__Activity__. The reply should contain every line of the data, repeated exactly, and no pictures.

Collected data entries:
────────
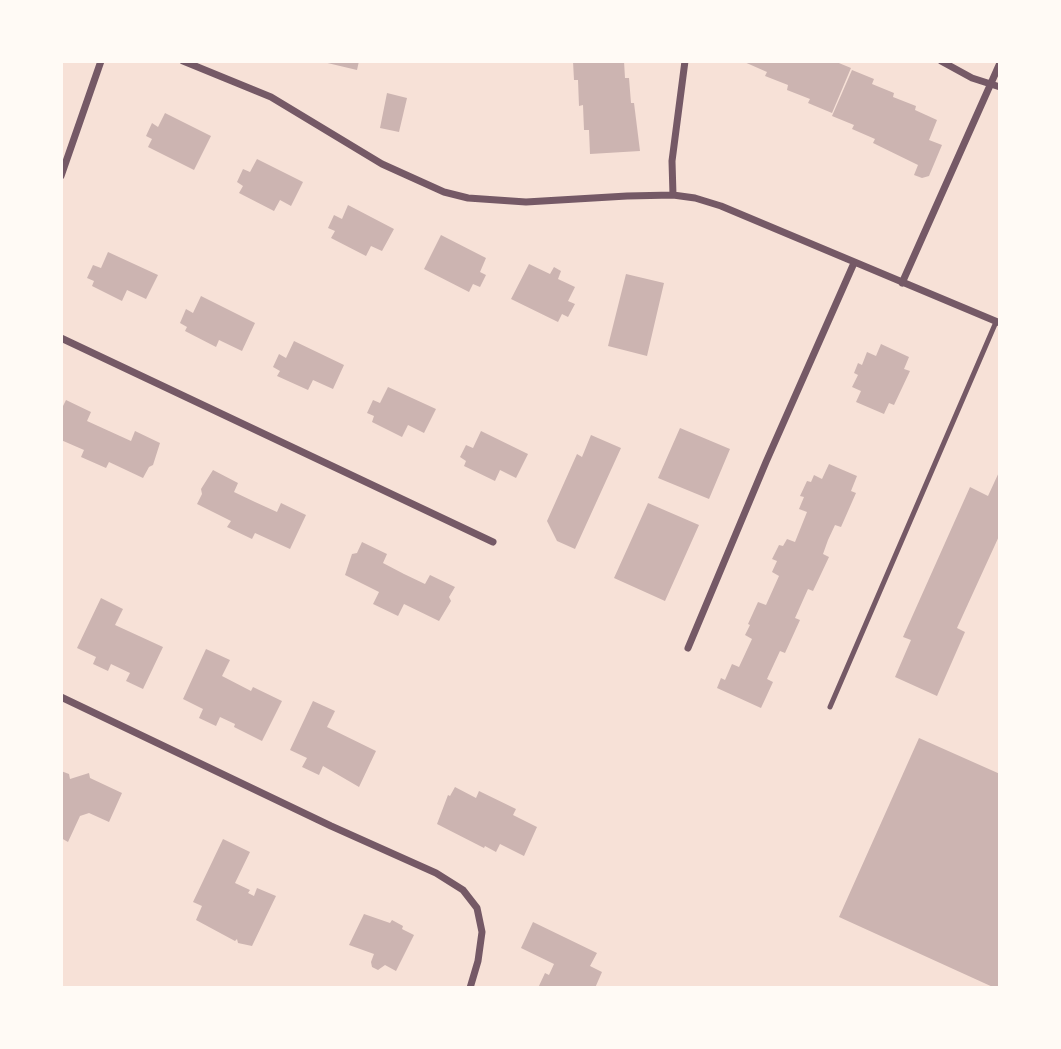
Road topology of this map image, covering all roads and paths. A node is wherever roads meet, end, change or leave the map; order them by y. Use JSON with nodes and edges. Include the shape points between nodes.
{"nodes":[{"id":1,"x":101,"y":61,"type":"edge"},
{"id":2,"x":183,"y":61,"type":"edge"},
{"id":3,"x":685,"y":61,"type":"edge"},
{"id":4,"x":941,"y":61,"type":"edge"},
{"id":5,"x":1000,"y":63,"type":"edge"},
{"id":6,"x":991,"y":85,"type":"junction"},
{"id":7,"x":1000,"y":87,"type":"edge"},
{"id":8,"x":61,"y":176,"type":"edge"},
{"id":9,"x":673,"y":195,"type":"junction"},
{"id":10,"x":854,"y":263,"type":"junction"},
{"id":11,"x":902,"y":283,"type":"junction"},
{"id":12,"x":998,"y":323,"type":"edge"},
{"id":13,"x":61,"y":338,"type":"edge"},
{"id":14,"x":493,"y":542,"type":"dead end"},
{"id":15,"x":688,"y":648,"type":"dead end"},
{"id":16,"x":61,"y":697,"type":"edge"},
{"id":17,"x":830,"y":707,"type":"dead end"},
{"id":18,"x":470,"y":988,"type":"edge"}],
"edges":[{"from":1,"to":8,"type":"street"},
{"from":2,"to":9,"type":"street","via":[[271,97],[382,163],[444,192],[526,202]]},
{"from":3,"to":9,"type":"street","via":[[672,161]]},
{"from":4,"to":6,"type":"street"},
{"from":5,"to":6,"type":"street"},
{"from":6,"to":7,"type":"street"},
{"from":6,"to":11,"type":"street"},
{"from":9,"to":10,"type":"street","via":[[721,206]]},
{"from":10,"to":11,"type":"street"},
{"from":10,"to":15,"type":"street"},
{"from":11,"to":12,"type":"street"},
{"from":12,"to":17,"type":"lane"},
{"from":13,"to":14,"type":"street"},
{"from":16,"to":18,"type":"street","via":[[436,873],[463,890],[477,908],[482,932]]}]}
────────
__Worked solution__.
Road topology of this map image, covering all roads and paths. A node is wherever roads meet, end, change or leave the map; order them by y. Use JSON with nodes and edges. Include the shape points between nodes.
{"nodes":[{"id":1,"x":101,"y":61,"type":"edge"},
{"id":2,"x":183,"y":61,"type":"edge"},
{"id":3,"x":685,"y":61,"type":"edge"},
{"id":4,"x":941,"y":61,"type":"edge"},
{"id":5,"x":1000,"y":63,"type":"edge"},
{"id":6,"x":991,"y":85,"type":"junction"},
{"id":7,"x":1000,"y":87,"type":"edge"},
{"id":8,"x":61,"y":176,"type":"edge"},
{"id":9,"x":673,"y":195,"type":"junction"},
{"id":10,"x":854,"y":263,"type":"junction"},
{"id":11,"x":902,"y":283,"type":"junction"},
{"id":12,"x":998,"y":323,"type":"edge"},
{"id":13,"x":61,"y":338,"type":"edge"},
{"id":14,"x":493,"y":542,"type":"dead end"},
{"id":15,"x":688,"y":648,"type":"dead end"},
{"id":16,"x":61,"y":697,"type":"edge"},
{"id":17,"x":830,"y":707,"type":"dead end"},
{"id":18,"x":470,"y":988,"type":"edge"}],
"edges":[{"from":1,"to":8,"type":"street"},
{"from":2,"to":9,"type":"street","via":[[271,97],[382,163],[444,192],[526,202]]},
{"from":3,"to":9,"type":"street","via":[[672,161]]},
{"from":4,"to":6,"type":"street"},
{"from":5,"to":6,"type":"street"},
{"from":6,"to":7,"type":"street"},
{"from":6,"to":11,"type":"street"},
{"from":9,"to":10,"type":"street","via":[[721,206]]},
{"from":10,"to":11,"type":"street"},
{"from":10,"to":15,"type":"street"},
{"from":11,"to":12,"type":"street"},
{"from":12,"to":17,"type":"lane"},
{"from":13,"to":14,"type":"street"},
{"from":16,"to":18,"type":"street","via":[[436,873],[463,890],[477,908],[482,932]]}]}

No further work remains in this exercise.